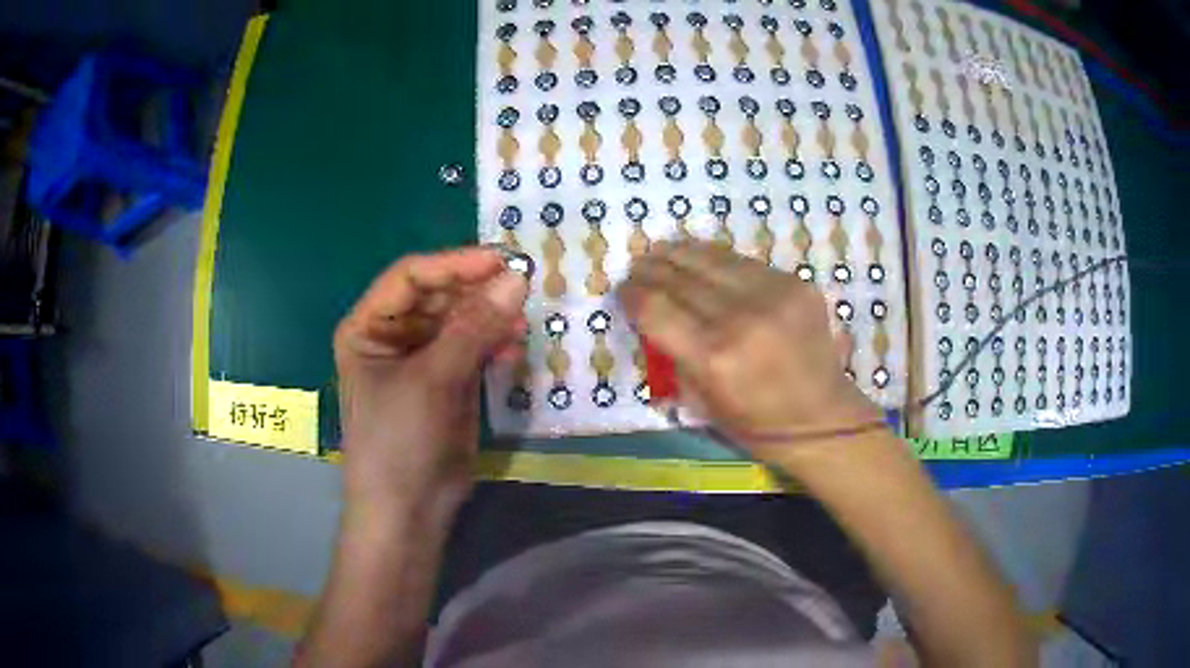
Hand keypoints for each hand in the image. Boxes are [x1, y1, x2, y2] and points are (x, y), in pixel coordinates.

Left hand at [333, 247, 527, 512]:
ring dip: (490, 317)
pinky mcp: (447, 381)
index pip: (410, 277)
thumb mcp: (433, 380)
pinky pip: (473, 348)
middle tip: (522, 288)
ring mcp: (421, 359)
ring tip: (521, 323)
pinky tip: (513, 348)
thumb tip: (517, 279)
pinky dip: (493, 344)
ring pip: (460, 321)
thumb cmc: (401, 441)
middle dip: (477, 291)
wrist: (409, 511)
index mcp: (368, 327)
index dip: (454, 264)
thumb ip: (473, 328)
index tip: (502, 260)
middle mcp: (392, 336)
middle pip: (438, 296)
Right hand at [618, 241, 885, 462]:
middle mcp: (742, 318)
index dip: (632, 295)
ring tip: (663, 251)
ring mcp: (774, 295)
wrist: (822, 416)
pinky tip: (703, 259)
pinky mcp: (796, 283)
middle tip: (638, 267)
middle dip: (652, 269)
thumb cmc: (756, 424)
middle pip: (681, 278)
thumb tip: (653, 314)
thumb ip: (674, 355)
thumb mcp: (700, 402)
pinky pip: (745, 262)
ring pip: (713, 259)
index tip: (623, 290)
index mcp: (714, 358)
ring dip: (681, 253)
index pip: (656, 309)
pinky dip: (717, 260)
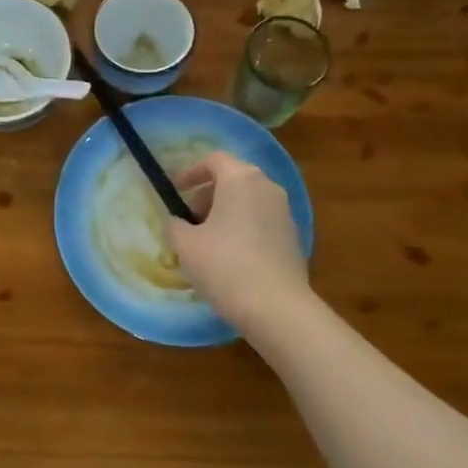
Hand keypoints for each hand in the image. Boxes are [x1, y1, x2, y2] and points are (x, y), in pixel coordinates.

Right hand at [165, 152, 309, 333]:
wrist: (277, 308)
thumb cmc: (225, 266)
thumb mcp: (185, 245)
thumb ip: (174, 225)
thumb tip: (176, 222)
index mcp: (241, 179)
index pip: (214, 159)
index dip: (191, 172)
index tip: (176, 191)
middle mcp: (267, 187)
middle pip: (233, 179)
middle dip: (207, 195)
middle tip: (189, 220)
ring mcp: (285, 212)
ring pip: (248, 201)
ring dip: (225, 213)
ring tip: (206, 242)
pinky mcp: (293, 237)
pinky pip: (261, 221)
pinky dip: (242, 228)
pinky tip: (230, 258)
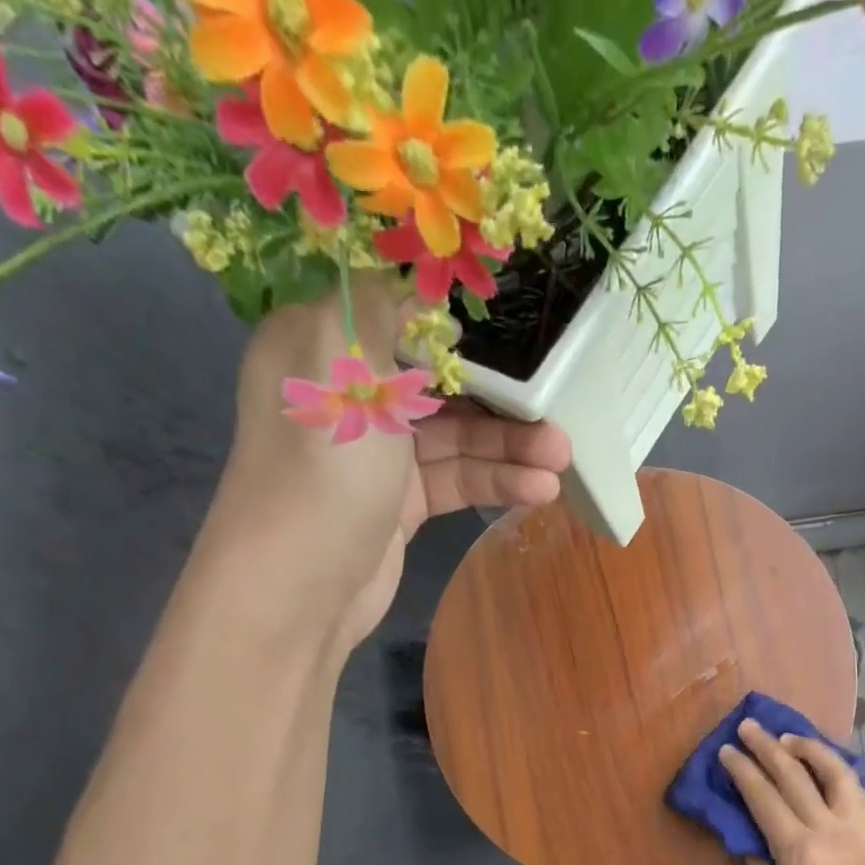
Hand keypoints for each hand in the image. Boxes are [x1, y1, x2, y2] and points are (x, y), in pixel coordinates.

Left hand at [200, 275, 569, 656]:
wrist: (302, 586)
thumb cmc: (324, 466)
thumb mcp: (345, 364)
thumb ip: (379, 305)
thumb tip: (414, 278)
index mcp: (320, 346)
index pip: (396, 314)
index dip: (456, 322)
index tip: (515, 328)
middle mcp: (348, 395)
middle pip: (437, 381)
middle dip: (499, 396)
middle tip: (557, 407)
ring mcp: (377, 456)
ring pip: (454, 438)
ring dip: (509, 447)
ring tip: (562, 459)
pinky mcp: (400, 505)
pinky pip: (455, 481)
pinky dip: (495, 483)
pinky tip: (539, 489)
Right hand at [718, 719, 864, 864]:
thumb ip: (757, 862)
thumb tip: (748, 833)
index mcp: (799, 848)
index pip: (765, 797)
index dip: (743, 770)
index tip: (727, 749)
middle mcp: (828, 829)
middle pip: (796, 776)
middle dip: (769, 747)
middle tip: (749, 726)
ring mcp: (853, 829)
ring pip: (836, 774)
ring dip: (811, 749)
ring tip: (790, 737)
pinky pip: (856, 792)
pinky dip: (840, 771)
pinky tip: (826, 766)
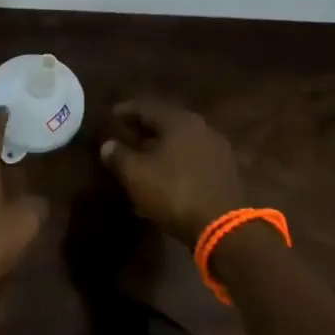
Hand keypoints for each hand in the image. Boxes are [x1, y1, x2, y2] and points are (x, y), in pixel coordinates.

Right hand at [99, 99, 244, 247]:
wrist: (223, 225)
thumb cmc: (173, 192)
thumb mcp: (136, 174)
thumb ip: (119, 156)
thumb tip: (108, 145)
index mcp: (180, 122)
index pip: (148, 108)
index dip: (127, 111)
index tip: (112, 114)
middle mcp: (202, 129)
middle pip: (168, 124)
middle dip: (145, 129)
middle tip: (126, 134)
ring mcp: (218, 150)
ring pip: (182, 143)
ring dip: (161, 148)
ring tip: (143, 157)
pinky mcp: (226, 172)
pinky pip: (193, 160)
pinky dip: (176, 163)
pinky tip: (165, 176)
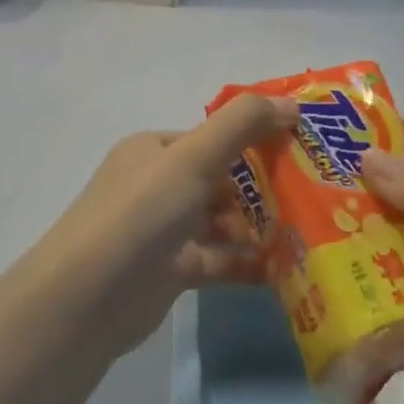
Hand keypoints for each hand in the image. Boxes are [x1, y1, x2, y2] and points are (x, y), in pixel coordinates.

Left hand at [31, 94, 296, 353]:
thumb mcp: (192, 159)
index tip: (307, 149)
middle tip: (317, 195)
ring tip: (309, 233)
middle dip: (266, 186)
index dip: (258, 138)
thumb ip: (241, 126)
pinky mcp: (173, 269)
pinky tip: (286, 268)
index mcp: (156, 149)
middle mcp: (158, 184)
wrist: (86, 300)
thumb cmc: (140, 215)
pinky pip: (220, 259)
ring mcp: (165, 229)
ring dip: (260, 226)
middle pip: (223, 178)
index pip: (215, 136)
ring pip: (224, 220)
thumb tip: (292, 103)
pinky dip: (248, 262)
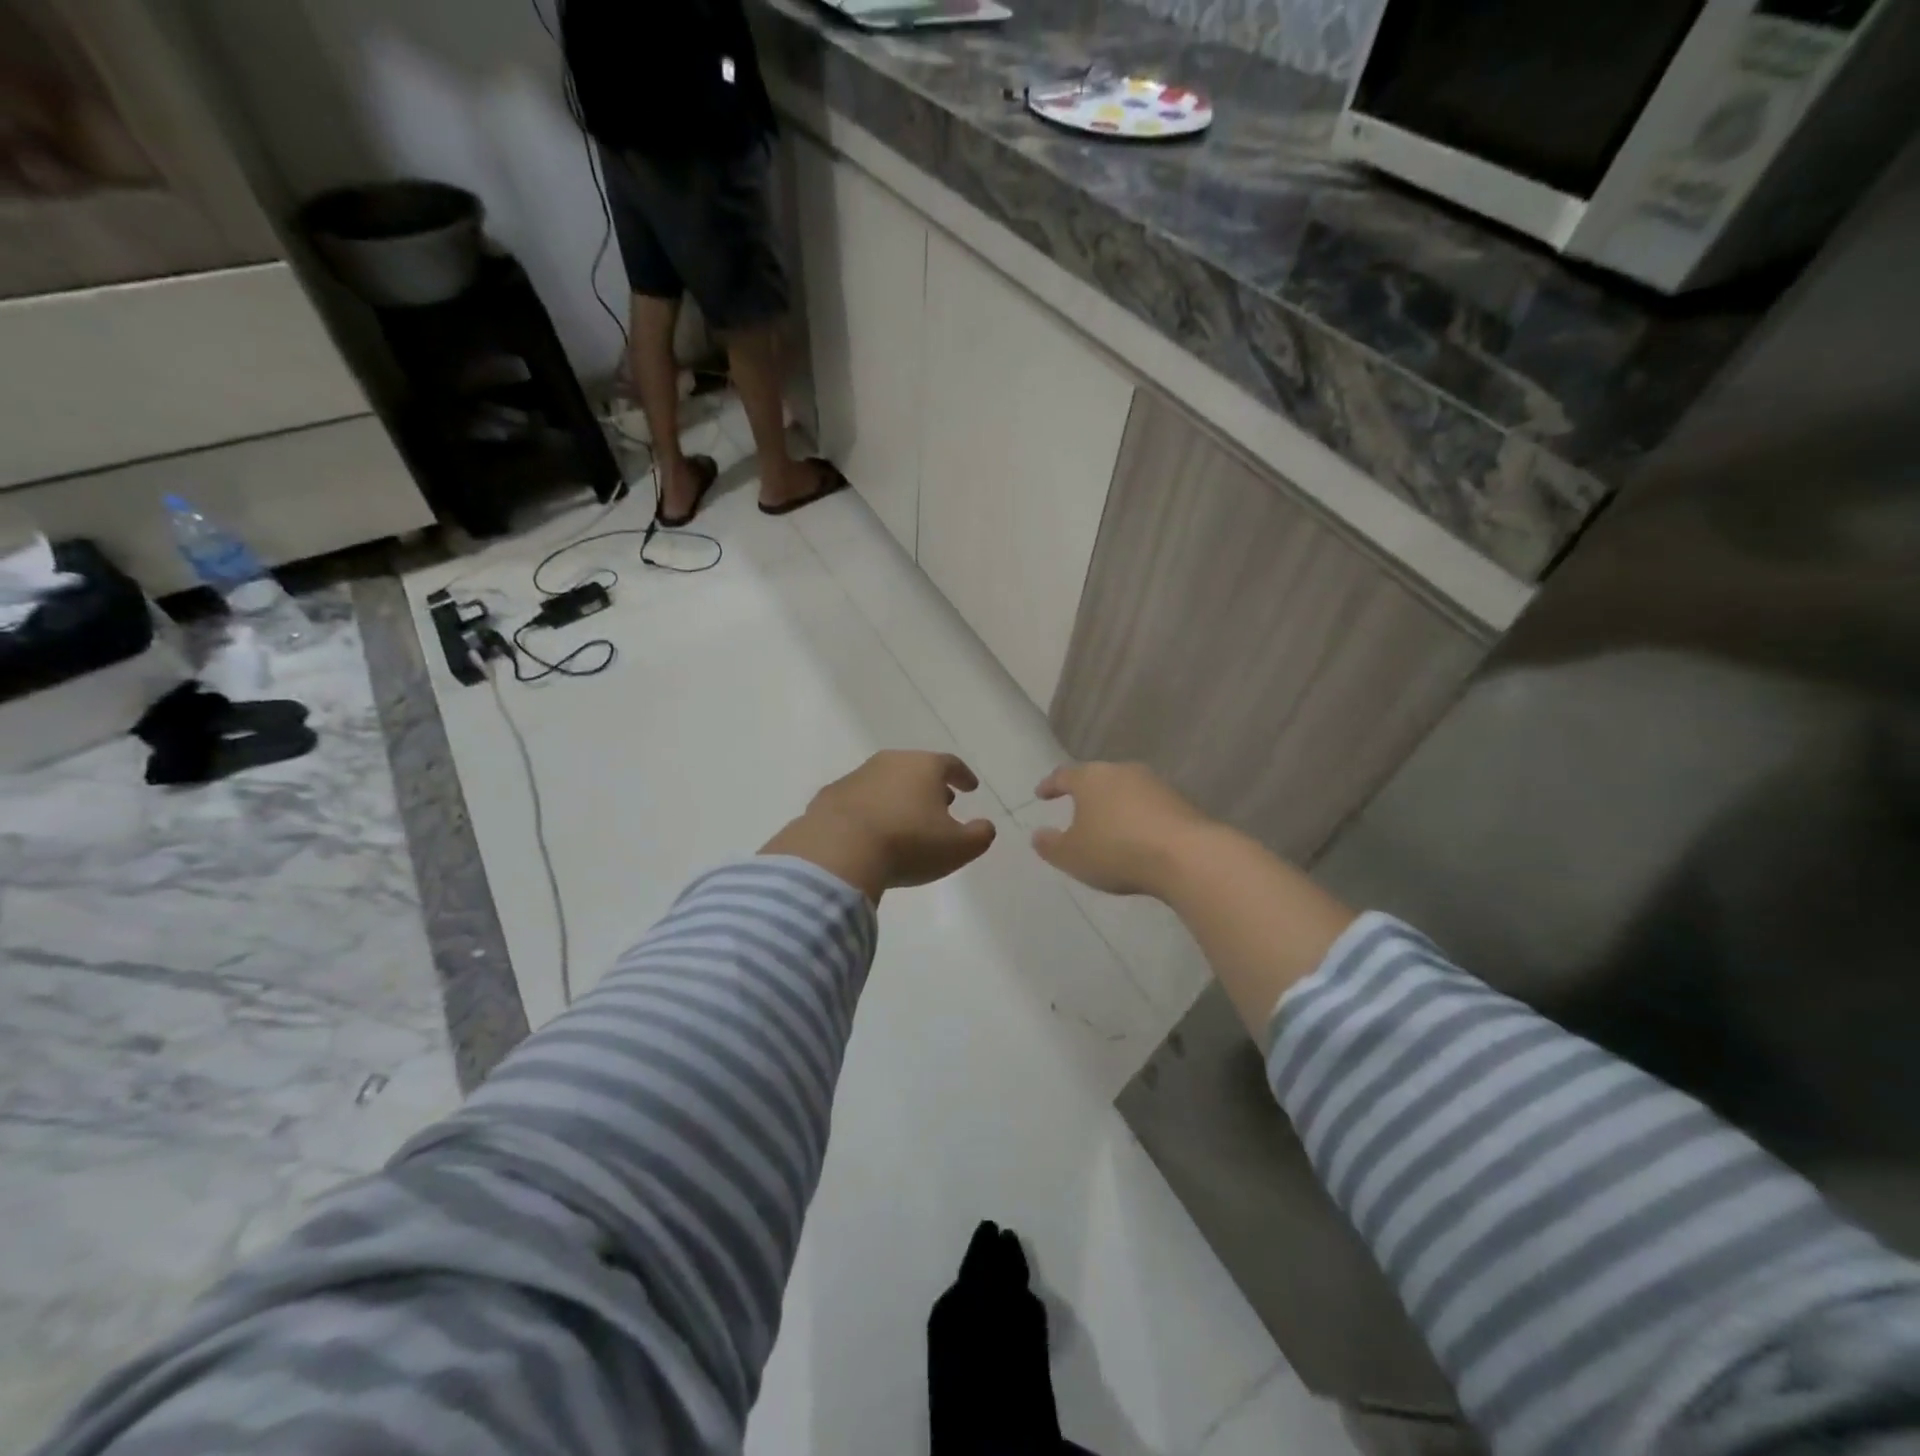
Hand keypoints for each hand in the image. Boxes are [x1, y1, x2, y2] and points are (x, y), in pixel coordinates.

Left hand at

● ● ●

_WORK INSTRUCTION_:
The task requires restating verbatim the lines from the one that holds "index pip: (148, 108)" through the end of the listing, both ends counted, and no pictures.

_TASK RESPONSE_:
index pip: (148, 108)
index dip: (127, 111)
index tip: (112, 114)
middle mcp: (202, 129)
middle pip: (168, 124)
middle dip: (145, 129)
middle tip: (126, 134)
ring mcp: (218, 150)
ring pip: (182, 143)
ring dip: (161, 148)
ring tip: (143, 157)
pinky mcp: (226, 172)
pinky pip: (193, 160)
pinky dip: (176, 163)
pinky tip: (165, 176)
Hand keypoints for each hand in the image. Boxes are [x1, y1, x2, y2] and points are (x, y), in pixel coordinates.

Left hand at [31, 94, 296, 353]:
thumb mcp: (192, 159)
index tip: (307, 149)
middle tip: (317, 195)
ring tip: (309, 233)
middle dip: (266, 186)
index dip: (258, 138)
thumb ip: (241, 126)
pinky mcp: (173, 269)
pinky tip: (286, 268)
index mcp: (156, 149)
middle mcp: (158, 184)
wrist: (86, 300)
thumb cmc: (140, 215)
pinky pip: (220, 259)
ring mcp: (165, 229)
ring dip: (260, 226)
middle pip: (223, 178)
index pip: (215, 136)
ring pip: (224, 220)
thumb tip: (292, 103)
pinky dip: (248, 262)
Hand keypoints for each hand in the image. Boxes are [x1, y1, x2, y2] and points are (x, y), in pixel coordinates.

Left hand at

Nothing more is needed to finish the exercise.